**Task:**
Give the number of lines in the records below that include "Brassilly", and nothing more.

**Exercise data:**

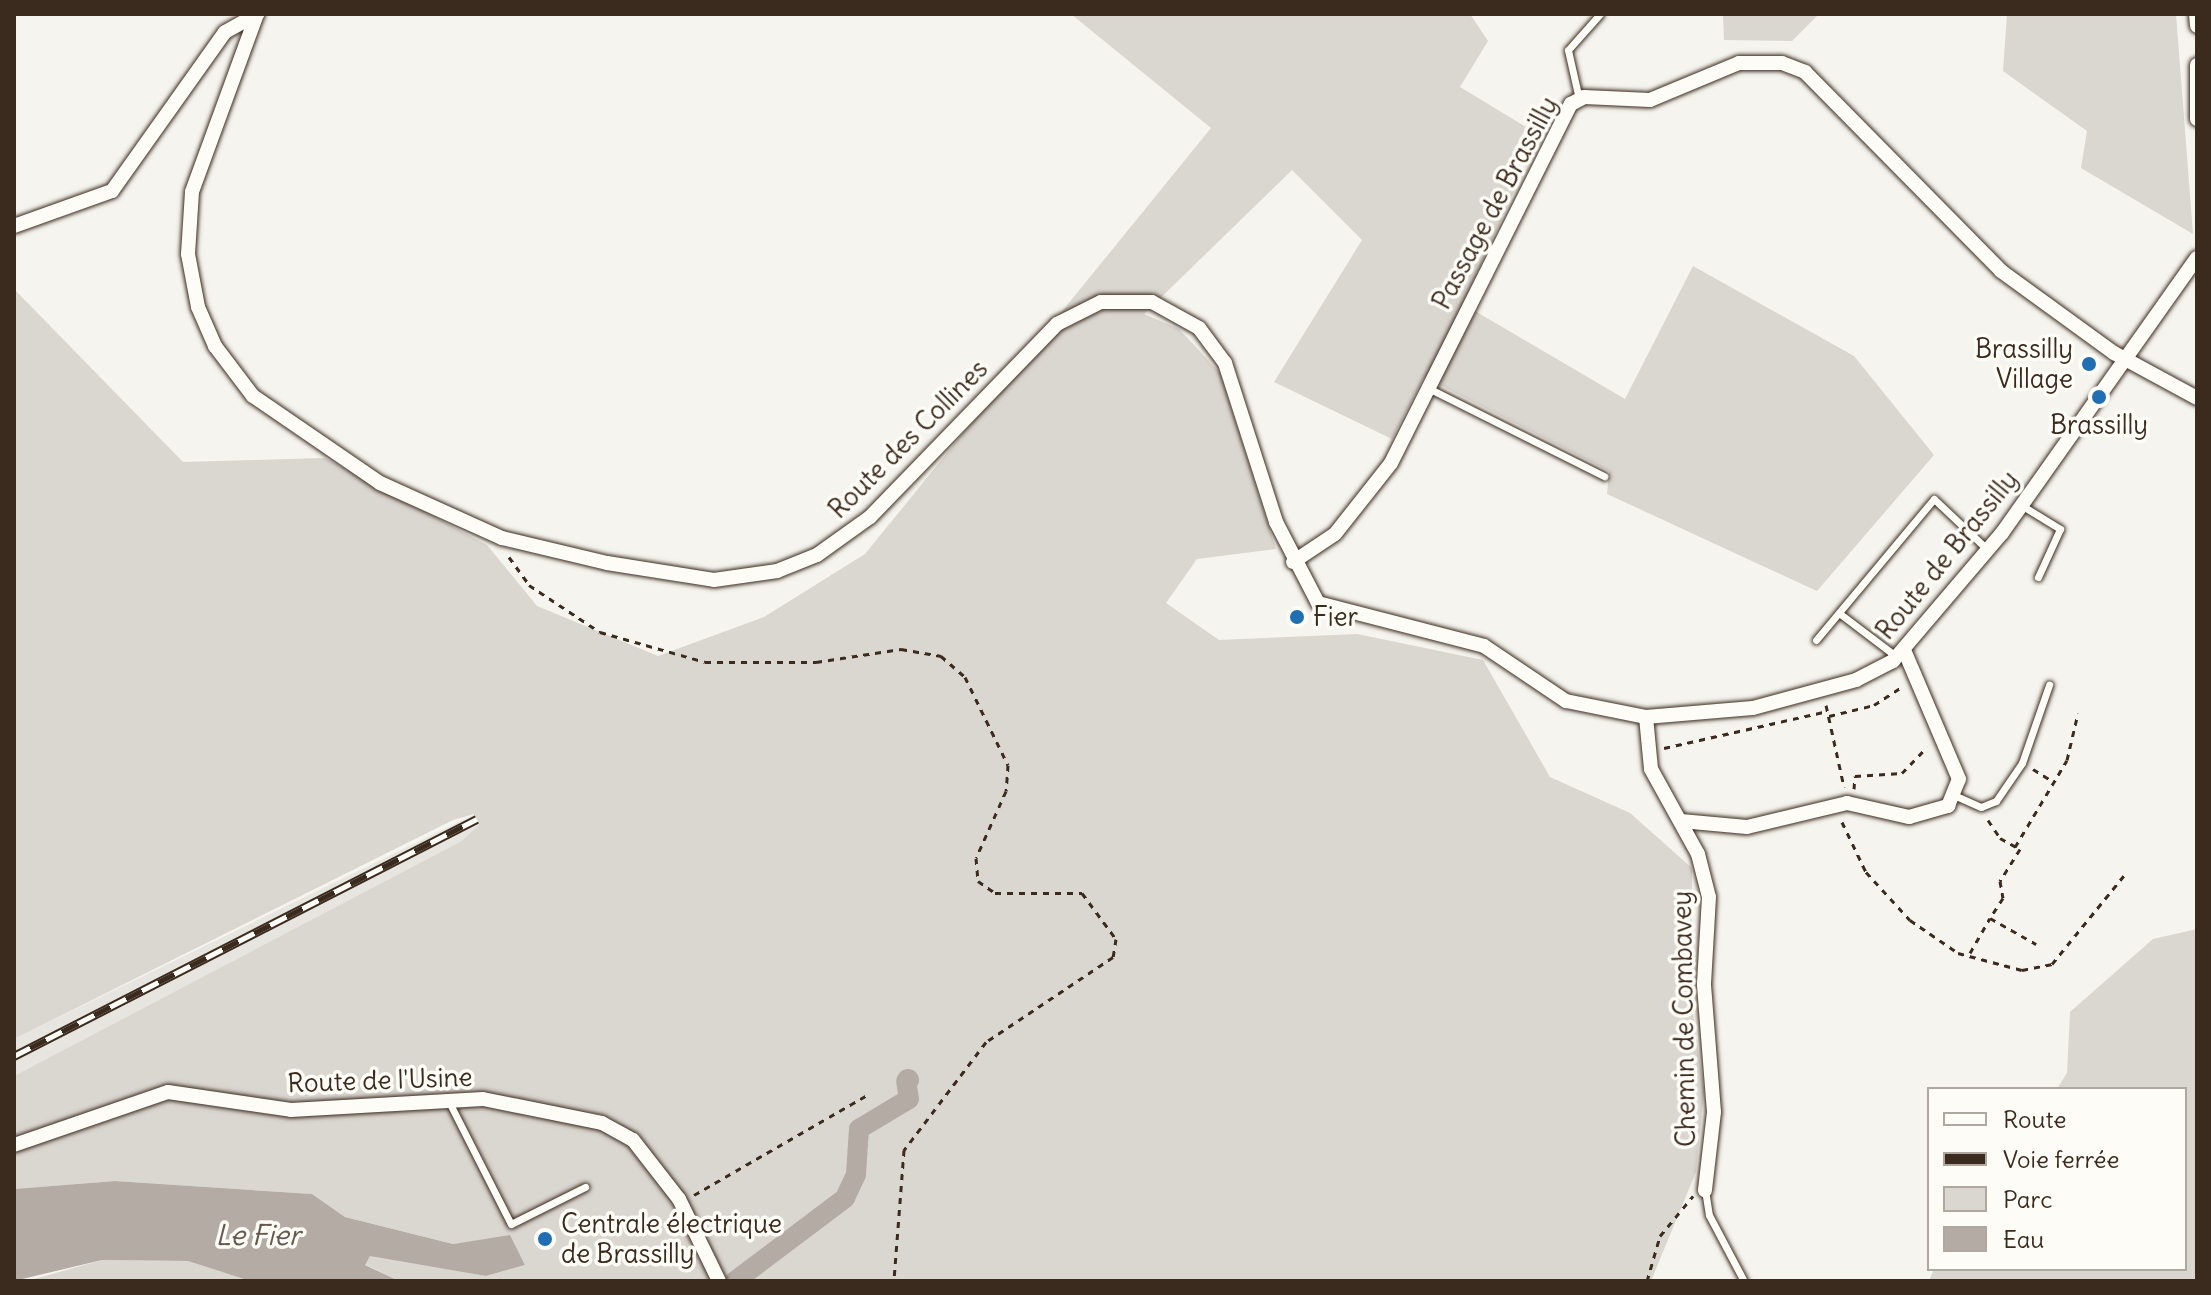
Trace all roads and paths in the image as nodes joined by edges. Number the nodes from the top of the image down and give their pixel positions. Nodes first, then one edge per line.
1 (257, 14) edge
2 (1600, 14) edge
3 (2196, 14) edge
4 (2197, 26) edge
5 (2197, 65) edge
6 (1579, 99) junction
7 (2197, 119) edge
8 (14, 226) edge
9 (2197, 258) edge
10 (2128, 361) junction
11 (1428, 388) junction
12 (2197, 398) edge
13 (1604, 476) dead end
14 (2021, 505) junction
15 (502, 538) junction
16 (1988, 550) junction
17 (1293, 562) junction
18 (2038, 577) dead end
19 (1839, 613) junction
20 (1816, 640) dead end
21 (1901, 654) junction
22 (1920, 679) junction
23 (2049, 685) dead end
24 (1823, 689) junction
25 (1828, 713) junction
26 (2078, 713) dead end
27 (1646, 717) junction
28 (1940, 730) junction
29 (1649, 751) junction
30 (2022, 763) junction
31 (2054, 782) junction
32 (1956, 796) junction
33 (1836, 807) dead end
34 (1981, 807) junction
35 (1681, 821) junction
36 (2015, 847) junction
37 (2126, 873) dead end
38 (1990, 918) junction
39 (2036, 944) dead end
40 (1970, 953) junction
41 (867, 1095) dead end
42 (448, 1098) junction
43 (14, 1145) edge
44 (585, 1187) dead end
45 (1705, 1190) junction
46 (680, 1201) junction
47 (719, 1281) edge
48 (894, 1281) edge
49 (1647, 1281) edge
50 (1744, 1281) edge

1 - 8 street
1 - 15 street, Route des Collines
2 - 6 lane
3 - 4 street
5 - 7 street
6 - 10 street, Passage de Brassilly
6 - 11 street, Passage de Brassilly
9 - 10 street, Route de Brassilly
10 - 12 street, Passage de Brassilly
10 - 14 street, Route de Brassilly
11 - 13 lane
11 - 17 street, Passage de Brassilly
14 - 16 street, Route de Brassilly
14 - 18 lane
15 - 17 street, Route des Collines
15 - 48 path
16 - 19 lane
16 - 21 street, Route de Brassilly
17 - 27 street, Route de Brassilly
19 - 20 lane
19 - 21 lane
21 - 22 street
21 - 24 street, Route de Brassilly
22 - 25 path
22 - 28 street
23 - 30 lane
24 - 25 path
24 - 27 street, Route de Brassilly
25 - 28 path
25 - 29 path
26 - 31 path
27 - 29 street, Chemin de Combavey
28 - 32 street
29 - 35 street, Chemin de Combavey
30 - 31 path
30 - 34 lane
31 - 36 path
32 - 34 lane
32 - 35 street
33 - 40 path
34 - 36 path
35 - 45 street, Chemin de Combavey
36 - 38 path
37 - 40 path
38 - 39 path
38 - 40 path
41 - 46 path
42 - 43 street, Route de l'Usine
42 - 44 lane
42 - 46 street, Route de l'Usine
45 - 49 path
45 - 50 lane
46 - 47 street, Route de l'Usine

**Completed exercise:**
11